Consider a one-man consulting firm, a Hong Kong company owned by a U.S. individual shareholder, that operates a consulting business in Hong Kong with little or no tangible assets. In the past, the Hong Kong company would pay Hong Kong tax at 16.5% and there would be no U.S. tax payable until the company makes a dividend distribution to the U.S. shareholder.  With GILTI, almost all of the Hong Kong company’s income would be GILTI, which would be taxable to the U.S. shareholder on a current basis. Worse still, the individual U.S. shareholder may not even claim a foreign tax credit with respect to the 16.5% Hong Kong tax that his company paid without going through some complex U.S. tax-planning gymnastics that would generate other problems of its own.   

On the IP front, GILTI is often contrasted with the newly created Foreign-Derived Intangible Income (FDII) provision. If GILTI is the stick, FDII is often characterized as the carrot. FDII is aimed at encouraging U.S. companies with foreign operations to create and maintain IP in the U.S. and leverage this IP to earn income from foreign markets.

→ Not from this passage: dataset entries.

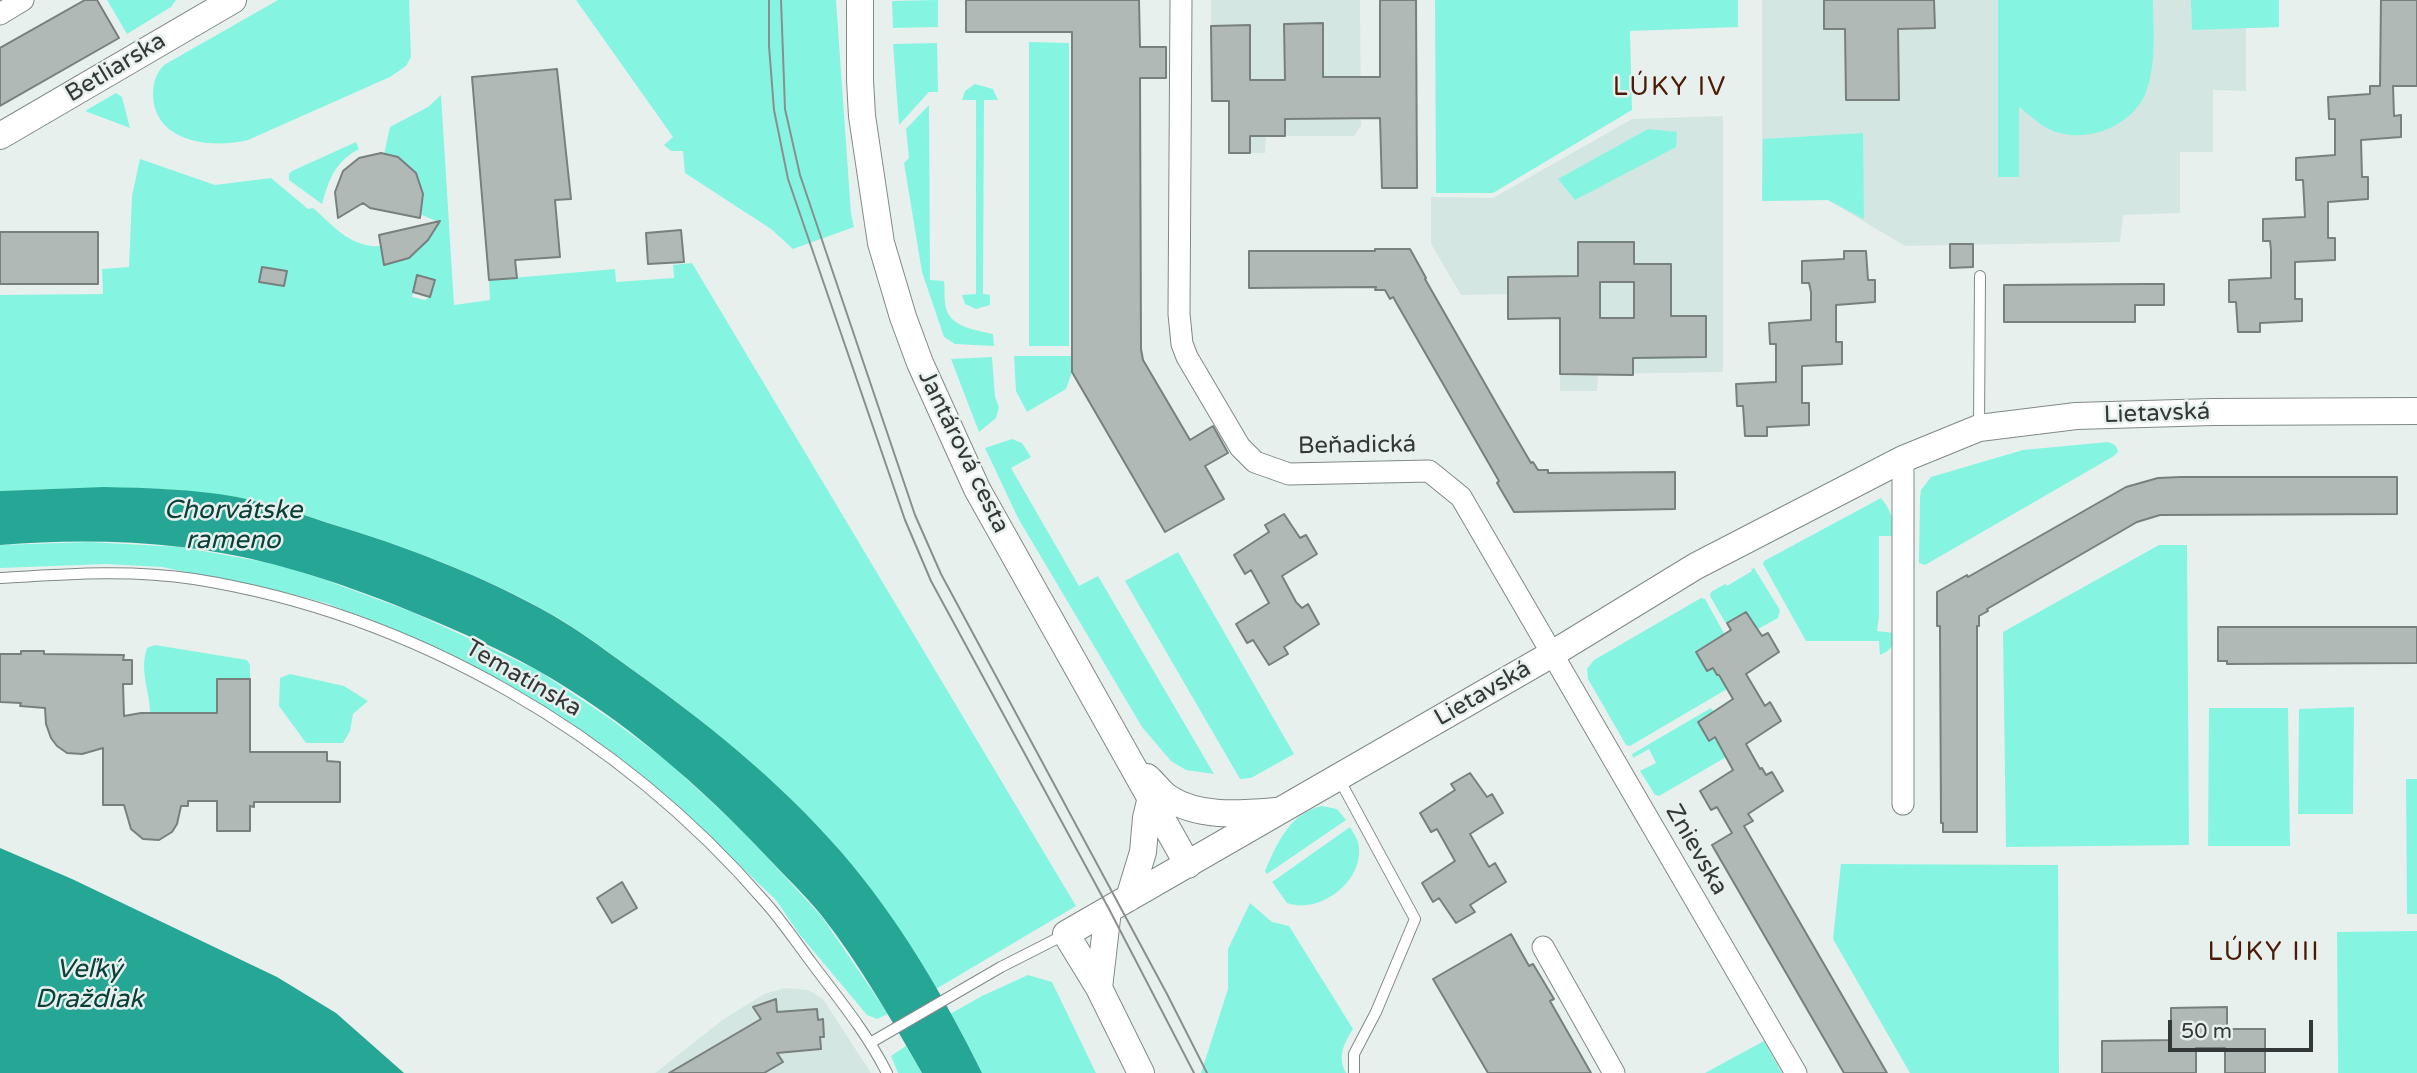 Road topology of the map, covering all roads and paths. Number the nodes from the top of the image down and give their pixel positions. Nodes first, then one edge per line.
1 (23, 0) edge
2 (233, 0) edge
3 (860, 0) edge
4 (1181, 0) edge
5 (195, 12) edge
6 (0, 14) edge
7 (0, 136) edge
8 (1980, 276) dead end
9 (2415, 410) edge
10 (1979, 428) junction
11 (1903, 459) junction
12 (0, 578) edge
13 (1552, 654) junction
14 (1127, 755) junction
15 (1338, 777) junction
16 (1151, 797) junction
17 (1903, 804) dead end
18 (1284, 810) junction
19 (1188, 865) junction
20 (1119, 904) junction
21 (1066, 934) junction
22 (1543, 947) dead end
23 (1099, 988) junction
24 (870, 1043) junction
25 (887, 1073) edge
26 (1141, 1073) edge
27 (1354, 1073) edge
28 (1614, 1073) edge
29 (1796, 1073) edge

1 - 6 street
2 - 5 street, Betliarska
3 - 14 street, Jantárová cesta
4 - 13 street, Beňadická
5 - 7 street, Betliarska
8 - 10 lane
9 - 10 street, Lietavská
10 - 11 street, Lietavská
11 - 13 street, Lietavská
11 - 17 street
12 - 24 lane, Tematínska
13 - 15 street, Lietavská
13 - 29 street, Znievska
14 - 16 street, Jantárová cesta
14 - 18 street
15 - 18 street, Lietavská
15 - 27 lane
16 - 19 street, Jantárová cesta
16 - 20 street
18 - 19 street, Lietavská
19 - 20 street, Lietavská
20 - 21 street, Lietavská
20 - 23 street
21 - 23 street
21 - 24 lane
22 - 28 street
23 - 26 street
24 - 25 lane, Tematínska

U.S. companies that are taxed at 21% can enjoy a lower tax rate of 13.25% in deriving FDII, i.e., income, licensing, leasing property or providing services for use outside the U.S. 

Conclusion
Trump’s signature on the TCJA represents a major step in his crusade to “Make America Great Again”. The TCJA gives U.S. companies a competitive edge, by way of the participation exemption, in operating in overseas markets. It encourages U.S. companies to move their “movable” assets or businesses, primarily relating to intellectual property and R&D businesses, back to the U.S. where they can enjoy a much lower tax rate and potentially benefit from FDII treatment and at the same time, avoid GILTI punishment. Unfortunately, U.S. individual taxpayers who do business overseas through their foreign companies may be caught in the crossfire of GILTI and the Transaction Tax that could lead to a higher tax burden. It is expected that many of these U.S. individual-owned foreign companies would have to be restructured to minimize the otherwise heightened tax exposure.  From this perspective, TCJA may not be seen as so “great” for these U.S. individual taxpayers.